Items listed in a dataset

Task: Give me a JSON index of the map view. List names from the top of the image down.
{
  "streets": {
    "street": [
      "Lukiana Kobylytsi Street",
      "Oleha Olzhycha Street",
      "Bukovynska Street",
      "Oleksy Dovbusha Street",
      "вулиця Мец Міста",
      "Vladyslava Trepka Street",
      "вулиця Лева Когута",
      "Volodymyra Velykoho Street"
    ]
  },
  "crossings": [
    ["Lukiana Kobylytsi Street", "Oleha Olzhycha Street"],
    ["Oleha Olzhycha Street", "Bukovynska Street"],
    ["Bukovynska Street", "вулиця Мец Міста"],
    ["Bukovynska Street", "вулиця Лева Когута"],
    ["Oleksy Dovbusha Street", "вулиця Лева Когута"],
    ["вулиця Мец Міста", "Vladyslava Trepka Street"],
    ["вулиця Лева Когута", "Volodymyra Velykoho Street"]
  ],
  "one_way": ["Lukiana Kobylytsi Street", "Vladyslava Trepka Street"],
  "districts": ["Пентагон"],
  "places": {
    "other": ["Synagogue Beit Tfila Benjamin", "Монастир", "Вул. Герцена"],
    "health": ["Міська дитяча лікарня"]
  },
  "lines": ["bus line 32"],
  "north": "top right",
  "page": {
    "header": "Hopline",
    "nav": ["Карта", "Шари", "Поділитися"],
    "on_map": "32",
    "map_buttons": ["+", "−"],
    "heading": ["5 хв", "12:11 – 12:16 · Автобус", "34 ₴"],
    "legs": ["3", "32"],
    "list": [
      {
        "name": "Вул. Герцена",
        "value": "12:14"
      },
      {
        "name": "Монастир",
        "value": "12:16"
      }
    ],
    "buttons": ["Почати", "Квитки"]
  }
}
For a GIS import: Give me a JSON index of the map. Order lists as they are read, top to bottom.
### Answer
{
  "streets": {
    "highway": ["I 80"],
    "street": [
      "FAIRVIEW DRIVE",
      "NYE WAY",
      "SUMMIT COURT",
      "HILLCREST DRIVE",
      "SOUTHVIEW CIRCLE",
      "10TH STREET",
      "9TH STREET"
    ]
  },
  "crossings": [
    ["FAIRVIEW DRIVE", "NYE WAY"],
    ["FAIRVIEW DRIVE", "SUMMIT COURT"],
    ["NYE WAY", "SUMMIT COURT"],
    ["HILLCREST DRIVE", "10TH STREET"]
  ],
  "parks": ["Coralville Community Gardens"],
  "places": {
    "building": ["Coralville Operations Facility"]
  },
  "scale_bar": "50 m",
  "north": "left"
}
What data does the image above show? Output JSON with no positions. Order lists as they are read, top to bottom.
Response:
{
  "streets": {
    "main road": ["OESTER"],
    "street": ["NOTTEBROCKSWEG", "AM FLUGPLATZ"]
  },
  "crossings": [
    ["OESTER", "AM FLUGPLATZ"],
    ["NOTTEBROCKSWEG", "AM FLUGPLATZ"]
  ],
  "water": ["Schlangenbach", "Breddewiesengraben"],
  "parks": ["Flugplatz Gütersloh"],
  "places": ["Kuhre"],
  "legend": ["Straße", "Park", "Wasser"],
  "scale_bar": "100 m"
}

Required action:
How many lines above contain the word "HILLCREST"? Answer with the number alone.

Reply:
2